With just a handful of days left in the year, we thought we'd take a look at all 30 stocks in the Dow Jones Industrial Average, starting with the worst performer- Goldman Sachs Group (ticker: GS)-and working our way up to the highest-flying stock in the benchmark, Merck (MRK). The rankings may shift over the next few days, but the stories behind the stocks shouldn't.
Not long ago, Apple (AAPL) was the toast of the market, as investors anticipated a strong launch for this year's fall iPhone lineup.
In August, the smartphone maker became the first publicly traded U.S. company to reach $1 trillion in market value. Through early October, its shares were up nearly 40% on the year.
And then it all fell apart.
On Nov. 1, Apple reported fourth-quarter earnings per share of $2.91 on revenue of $62.9 billion. That exceeded consensus estimates for EPS of $2.78, and revenue of $61.46 billion, according to FactSet. But the company's guidance for sales for the December quarter, critical because of holiday sales, fell short of Wall Street expectations. Apple forecasted fiscal first-quarter sales of $89 billion to $93 billion, versus the average analyst projection of $93.02 billion.

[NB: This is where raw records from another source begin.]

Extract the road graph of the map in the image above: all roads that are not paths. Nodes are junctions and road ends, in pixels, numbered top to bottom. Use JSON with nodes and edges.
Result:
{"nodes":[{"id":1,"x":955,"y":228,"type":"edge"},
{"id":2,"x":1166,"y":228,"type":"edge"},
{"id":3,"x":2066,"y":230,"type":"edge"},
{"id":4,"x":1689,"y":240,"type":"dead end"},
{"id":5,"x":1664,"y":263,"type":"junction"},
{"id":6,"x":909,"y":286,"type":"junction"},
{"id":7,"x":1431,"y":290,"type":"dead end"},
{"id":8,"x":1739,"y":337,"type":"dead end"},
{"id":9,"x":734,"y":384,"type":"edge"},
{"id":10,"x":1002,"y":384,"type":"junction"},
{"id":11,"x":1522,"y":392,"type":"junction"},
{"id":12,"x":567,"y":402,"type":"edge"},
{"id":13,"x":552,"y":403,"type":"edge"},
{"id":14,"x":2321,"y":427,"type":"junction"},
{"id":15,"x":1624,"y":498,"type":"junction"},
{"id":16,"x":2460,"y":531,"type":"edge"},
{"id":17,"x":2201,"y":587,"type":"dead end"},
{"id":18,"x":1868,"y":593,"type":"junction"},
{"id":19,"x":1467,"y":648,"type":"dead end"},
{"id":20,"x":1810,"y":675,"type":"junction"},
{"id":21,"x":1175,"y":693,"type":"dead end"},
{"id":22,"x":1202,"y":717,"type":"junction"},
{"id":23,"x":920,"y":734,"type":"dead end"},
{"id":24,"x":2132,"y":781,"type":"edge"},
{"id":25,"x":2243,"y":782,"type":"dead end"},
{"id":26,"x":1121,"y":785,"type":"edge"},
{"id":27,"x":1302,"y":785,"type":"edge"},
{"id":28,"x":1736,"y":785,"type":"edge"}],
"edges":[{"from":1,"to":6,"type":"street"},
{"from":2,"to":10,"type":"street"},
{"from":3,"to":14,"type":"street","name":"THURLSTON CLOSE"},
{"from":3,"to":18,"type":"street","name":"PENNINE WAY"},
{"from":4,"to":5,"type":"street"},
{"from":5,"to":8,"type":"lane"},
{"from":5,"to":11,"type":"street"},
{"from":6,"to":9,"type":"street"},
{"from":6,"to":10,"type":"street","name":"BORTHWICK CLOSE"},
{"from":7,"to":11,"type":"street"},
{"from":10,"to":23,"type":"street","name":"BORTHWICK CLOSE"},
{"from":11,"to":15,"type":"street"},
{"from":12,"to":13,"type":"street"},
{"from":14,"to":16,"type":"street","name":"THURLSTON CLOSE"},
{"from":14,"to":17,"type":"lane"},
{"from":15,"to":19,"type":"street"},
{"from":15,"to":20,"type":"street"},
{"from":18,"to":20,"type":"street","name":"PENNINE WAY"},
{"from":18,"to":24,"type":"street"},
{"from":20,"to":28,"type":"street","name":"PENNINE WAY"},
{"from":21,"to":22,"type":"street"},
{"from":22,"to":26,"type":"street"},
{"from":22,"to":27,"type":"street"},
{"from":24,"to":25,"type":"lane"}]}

Then, as it discussed the results for the September quarter on its conference call, Apple threw in a surprise: The company said it would no longer offer unit sales data for its products, starting with the current quarter.
The news spurred some analysts to wonder if the lack of transparency presaged weaker iPhone sales. Apple stock declined 6.6% the day after the earnings report.

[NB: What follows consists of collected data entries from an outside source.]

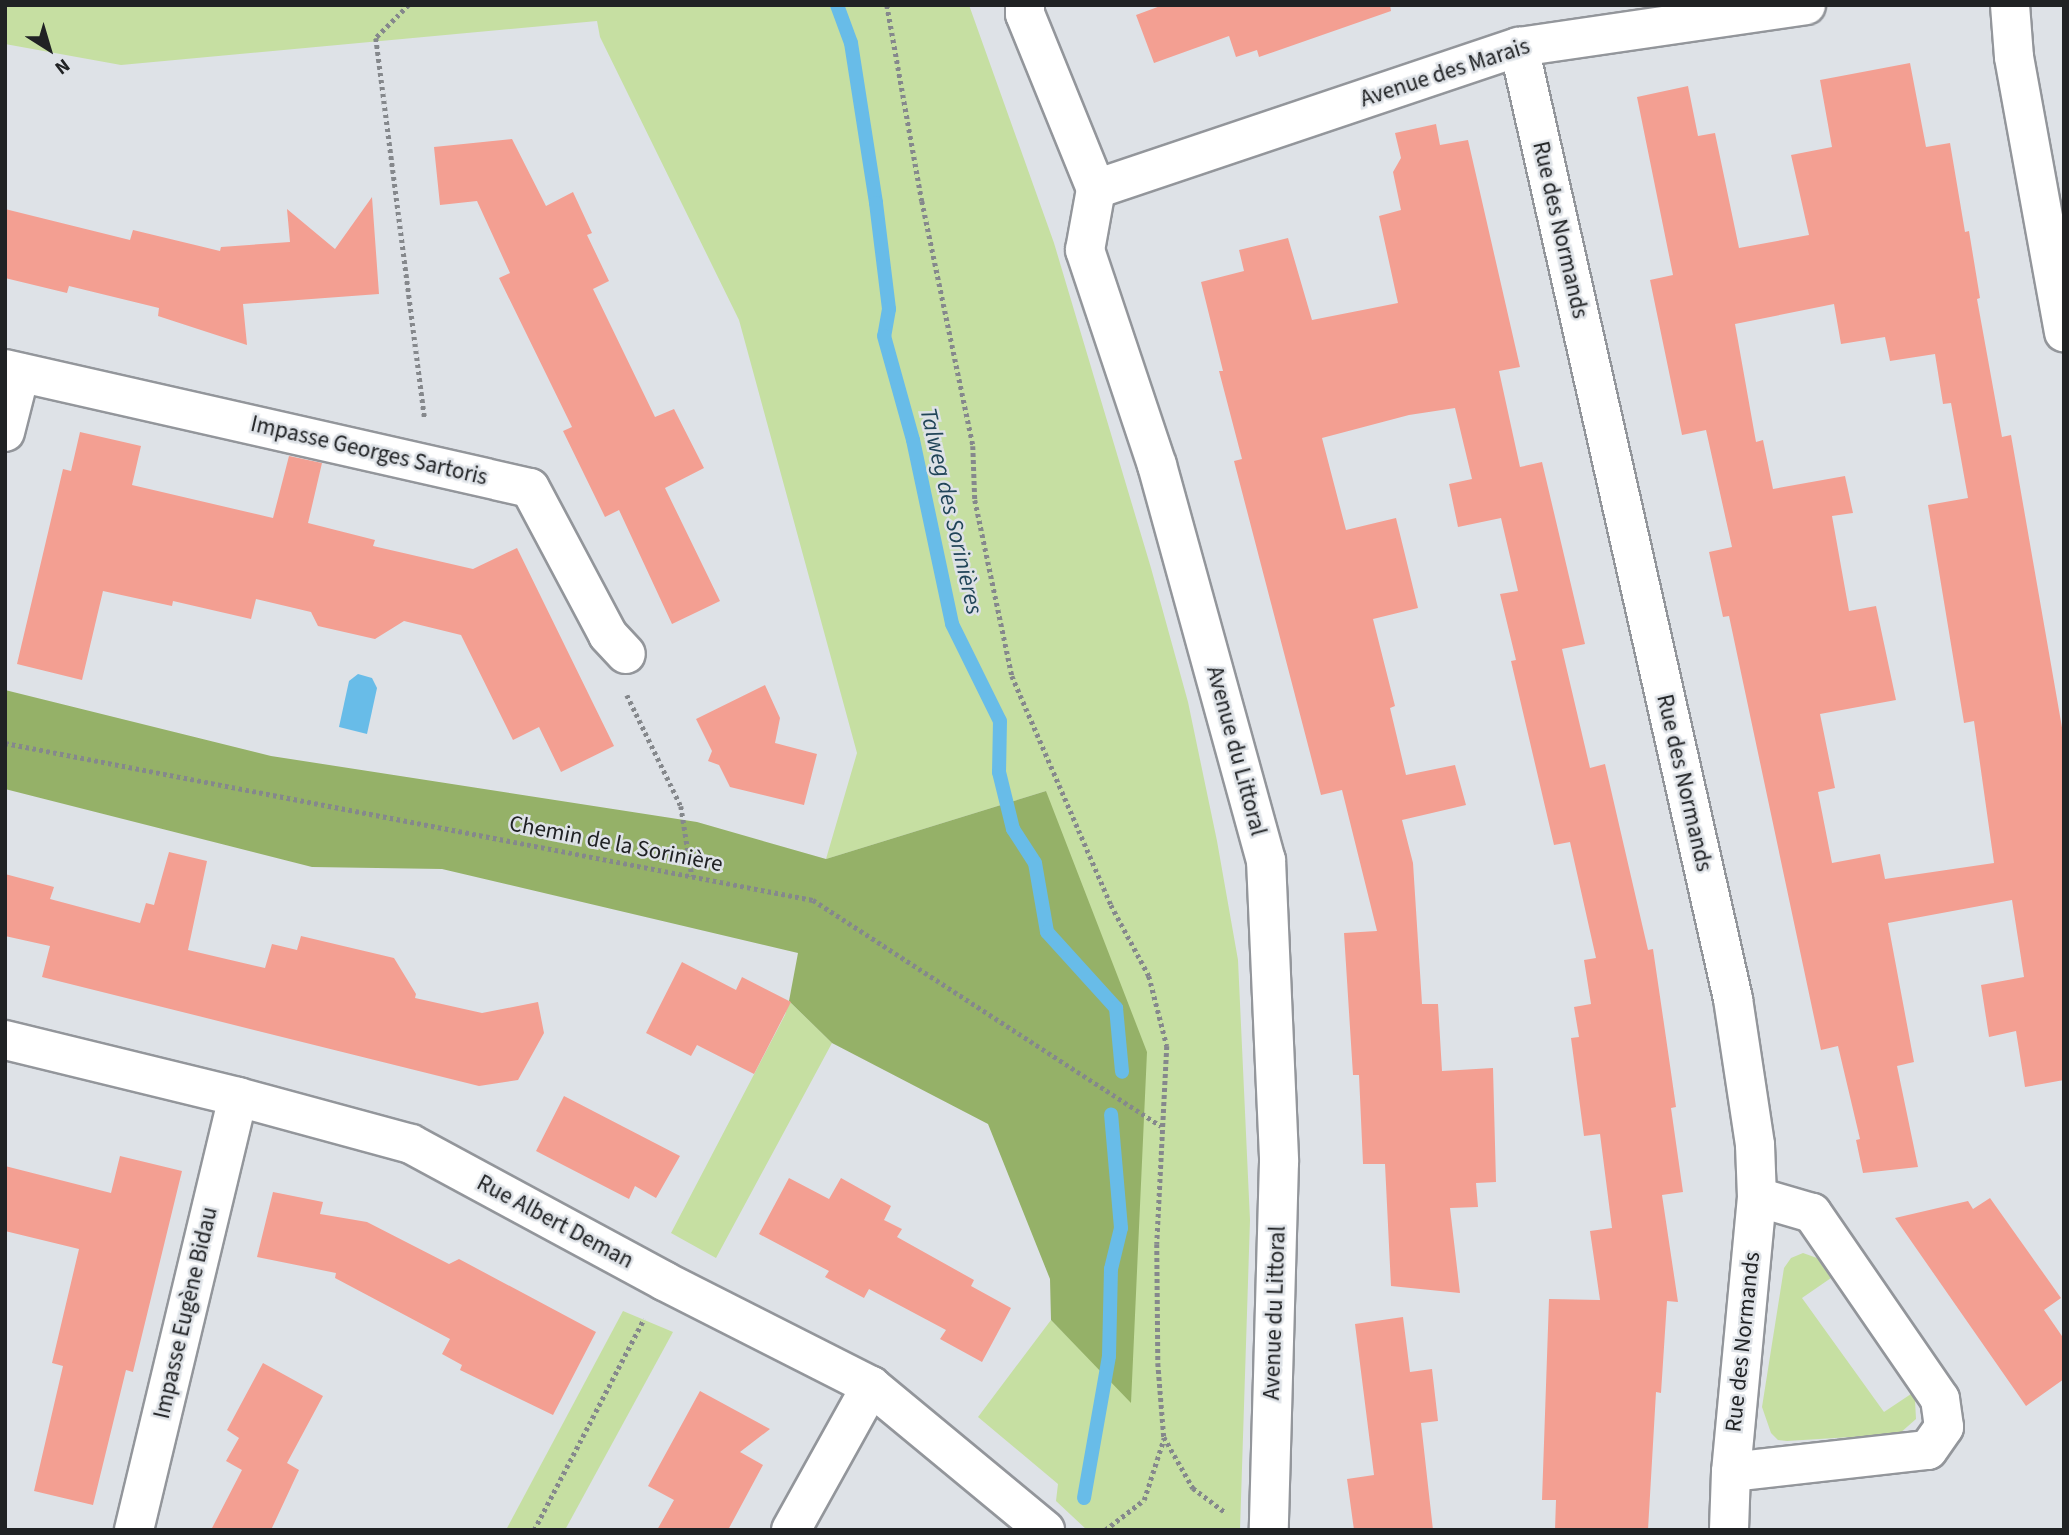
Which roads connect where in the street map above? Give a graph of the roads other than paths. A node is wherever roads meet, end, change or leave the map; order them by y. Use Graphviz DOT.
graph roads {
  1 [pos="1025,5"];
  2 [pos="1806,5"];
  3 [pos="2010,5"];
  4 [pos="1519,47"];
  5 [pos="1096,189"];
  6 [pos="2064,332"];
  7 [pos="13,371"];
  8 [pos="5,432"];
  9 [pos="626,654"];
  10 [pos="6,1040"];
  11 [pos="238,1097"];
  12 [pos="1757,1197"];
  13 [pos="871,1386"];
  14 [pos="1731,1472"];
  15 [pos="134,1530"];
  16 [pos="791,1530"];
  17 [pos="1045,1530"];
  18 [pos="1269,1530"];
  19 [pos="1729,1530"];
  1 -- 5 [label="street"];
  2 -- 4 [label="street, Avenue des Marais"];
  3 -- 6 [label="street"];
  4 -- 5 [label="street, Avenue des Marais"];
  4 -- 12 [label="street, Rue des Normands"];
  5 -- 18 [label="street, Avenue du Littoral"];
  7 -- 8 [label="street"];
  7 -- 9 [label="street, Impasse Georges Sartoris"];
  10 -- 11 [label="street, Rue Albert Deman"];
  11 -- 13 [label="street, Rue Albert Deman"];
  11 -- 15 [label="street, Impasse Eugène Bidau"];
  12 -- 14 [label="street, Rue des Normands"];
  12 -- 14 [label="street"];
  13 -- 16 [label="street"];
  13 -- 17 [label="street, Rue Albert Deman"];
  14 -- 19 [label="street, Rue des Normands"];
}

And it kept falling. Heading into Christmas Day, Apple had dropped nearly 30% since the end of October, as concerns mounted about weak demand for the newest iPhone models, amid guidance warnings from several component suppliers.

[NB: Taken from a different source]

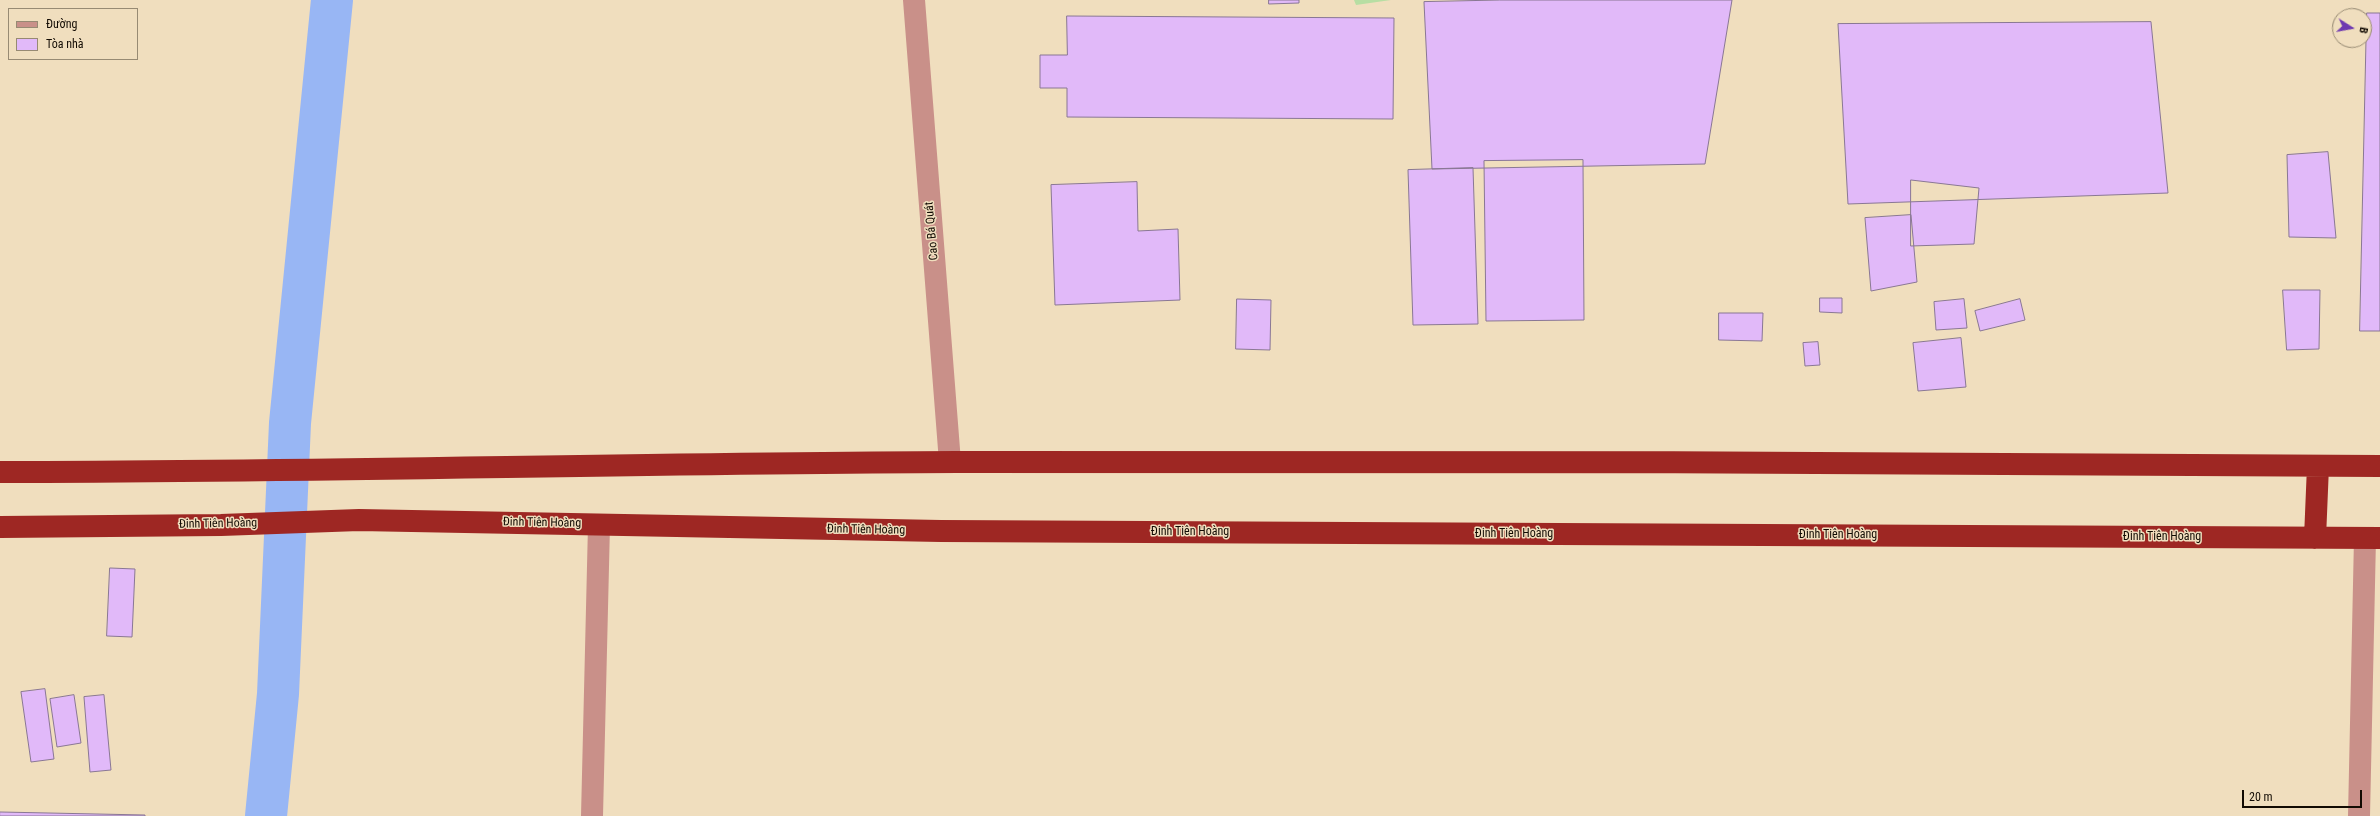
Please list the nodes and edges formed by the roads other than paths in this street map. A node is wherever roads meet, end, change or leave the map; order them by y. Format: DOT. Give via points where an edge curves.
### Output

Last month, The Wall Street Journal, citing people familiar with the matter, also reported that Apple cut orders for all three newly released iPhone models.
But now the stock has fallen low enough to a valuation that looks attractive. A couple of weeks ago, Barron's put Apple stock on its Top 10 Stock Picks for 2019 list.
(As the market rallied on Dec. 26, Apple shares jumped 7% for their best one-day gain since 2014.)
Apple shares now trade for 12 times projected fiscal-2019 EPS of $13.24, compared with 14 times for the S&P 500. The company also had $123 billion in net cash at the end of September and has a current dividend yield of 1.9%, according to FactSet.
On Dec. 13, Piper Jaffray analyst Michael Olson agreed that weaker demand for the latest iPhones is now priced into Apple's stock.
"Regarding Apple shares, we believe international iPhone weakness and disappointment around lack of future unit disclosure are both largely baked into the stock," he wrote then.
He maintained an Overweight rating, but cut his price target to $222 from $250.
Perhaps Apple can find new avenues of growth that will help boost its share price next year.
Earlier this month, Barron's suggested that Apple may want to offer an all-in-one hardware and software subscription offering to stabilize annual revenue and appease investor concern over the cyclical nature of iPhone product launches.